Data for review ::

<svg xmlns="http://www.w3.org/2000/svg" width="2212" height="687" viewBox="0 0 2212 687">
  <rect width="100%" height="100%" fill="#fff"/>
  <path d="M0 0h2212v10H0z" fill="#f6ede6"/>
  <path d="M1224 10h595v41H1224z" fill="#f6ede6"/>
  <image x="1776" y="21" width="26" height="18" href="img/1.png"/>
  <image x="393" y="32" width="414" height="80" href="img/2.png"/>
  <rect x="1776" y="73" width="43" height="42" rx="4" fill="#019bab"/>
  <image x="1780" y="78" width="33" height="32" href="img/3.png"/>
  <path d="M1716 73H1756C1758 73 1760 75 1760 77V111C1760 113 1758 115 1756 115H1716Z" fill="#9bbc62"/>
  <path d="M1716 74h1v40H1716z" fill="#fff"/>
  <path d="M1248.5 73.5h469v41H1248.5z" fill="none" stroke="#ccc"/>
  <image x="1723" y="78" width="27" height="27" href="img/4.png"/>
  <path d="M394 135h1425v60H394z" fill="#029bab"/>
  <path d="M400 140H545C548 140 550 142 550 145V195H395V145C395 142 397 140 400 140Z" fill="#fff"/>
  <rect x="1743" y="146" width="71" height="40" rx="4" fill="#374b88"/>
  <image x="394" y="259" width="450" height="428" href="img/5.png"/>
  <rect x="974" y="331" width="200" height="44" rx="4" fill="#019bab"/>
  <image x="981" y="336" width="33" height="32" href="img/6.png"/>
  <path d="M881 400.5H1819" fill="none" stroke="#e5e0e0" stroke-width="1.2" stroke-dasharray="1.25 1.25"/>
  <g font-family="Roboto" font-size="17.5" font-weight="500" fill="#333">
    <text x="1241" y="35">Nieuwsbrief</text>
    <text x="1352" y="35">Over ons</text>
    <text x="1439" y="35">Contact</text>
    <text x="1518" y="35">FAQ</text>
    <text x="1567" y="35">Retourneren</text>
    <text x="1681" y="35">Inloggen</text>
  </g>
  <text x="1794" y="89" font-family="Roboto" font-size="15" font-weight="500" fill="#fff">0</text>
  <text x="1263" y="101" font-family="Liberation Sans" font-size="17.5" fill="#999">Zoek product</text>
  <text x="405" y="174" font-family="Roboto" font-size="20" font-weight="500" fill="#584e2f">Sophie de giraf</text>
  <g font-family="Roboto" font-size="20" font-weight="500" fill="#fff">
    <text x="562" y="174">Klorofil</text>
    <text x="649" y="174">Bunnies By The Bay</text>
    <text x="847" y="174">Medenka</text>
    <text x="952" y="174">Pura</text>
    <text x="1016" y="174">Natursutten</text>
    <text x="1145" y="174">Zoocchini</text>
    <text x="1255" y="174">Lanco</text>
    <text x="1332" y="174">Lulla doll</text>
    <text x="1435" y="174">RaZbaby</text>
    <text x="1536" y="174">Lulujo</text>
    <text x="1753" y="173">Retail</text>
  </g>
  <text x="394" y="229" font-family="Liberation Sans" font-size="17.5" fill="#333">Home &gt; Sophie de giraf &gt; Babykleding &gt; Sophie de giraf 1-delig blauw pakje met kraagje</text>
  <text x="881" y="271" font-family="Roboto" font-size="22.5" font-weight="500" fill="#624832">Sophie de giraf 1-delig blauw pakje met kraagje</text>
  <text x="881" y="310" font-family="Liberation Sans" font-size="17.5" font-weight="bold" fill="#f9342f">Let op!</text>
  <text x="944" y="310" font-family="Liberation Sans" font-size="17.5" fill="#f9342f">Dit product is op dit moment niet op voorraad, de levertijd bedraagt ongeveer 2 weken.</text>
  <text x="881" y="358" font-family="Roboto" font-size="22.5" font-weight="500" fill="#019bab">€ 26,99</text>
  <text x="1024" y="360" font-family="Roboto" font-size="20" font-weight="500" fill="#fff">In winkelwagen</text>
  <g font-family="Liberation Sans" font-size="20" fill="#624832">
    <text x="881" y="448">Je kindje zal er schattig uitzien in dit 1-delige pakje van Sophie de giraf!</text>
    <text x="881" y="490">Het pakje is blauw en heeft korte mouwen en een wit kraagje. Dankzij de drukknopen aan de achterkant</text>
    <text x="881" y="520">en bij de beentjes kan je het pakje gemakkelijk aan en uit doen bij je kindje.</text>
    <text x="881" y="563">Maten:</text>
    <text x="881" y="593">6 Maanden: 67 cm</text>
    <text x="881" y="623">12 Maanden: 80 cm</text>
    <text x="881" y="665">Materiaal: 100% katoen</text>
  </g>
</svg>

Work instruction :: Read through the entries and copy each line in which "product" appears.

Written answer ::
  <text x="1263" y="101" font-family="Liberation Sans" font-size="17.5" fill="#999">Zoek product</text>
  <text x="944" y="310" font-family="Liberation Sans" font-size="17.5" fill="#f9342f">Dit product is op dit moment niet op voorraad, de levertijd bedraagt ongeveer 2 weken.</text>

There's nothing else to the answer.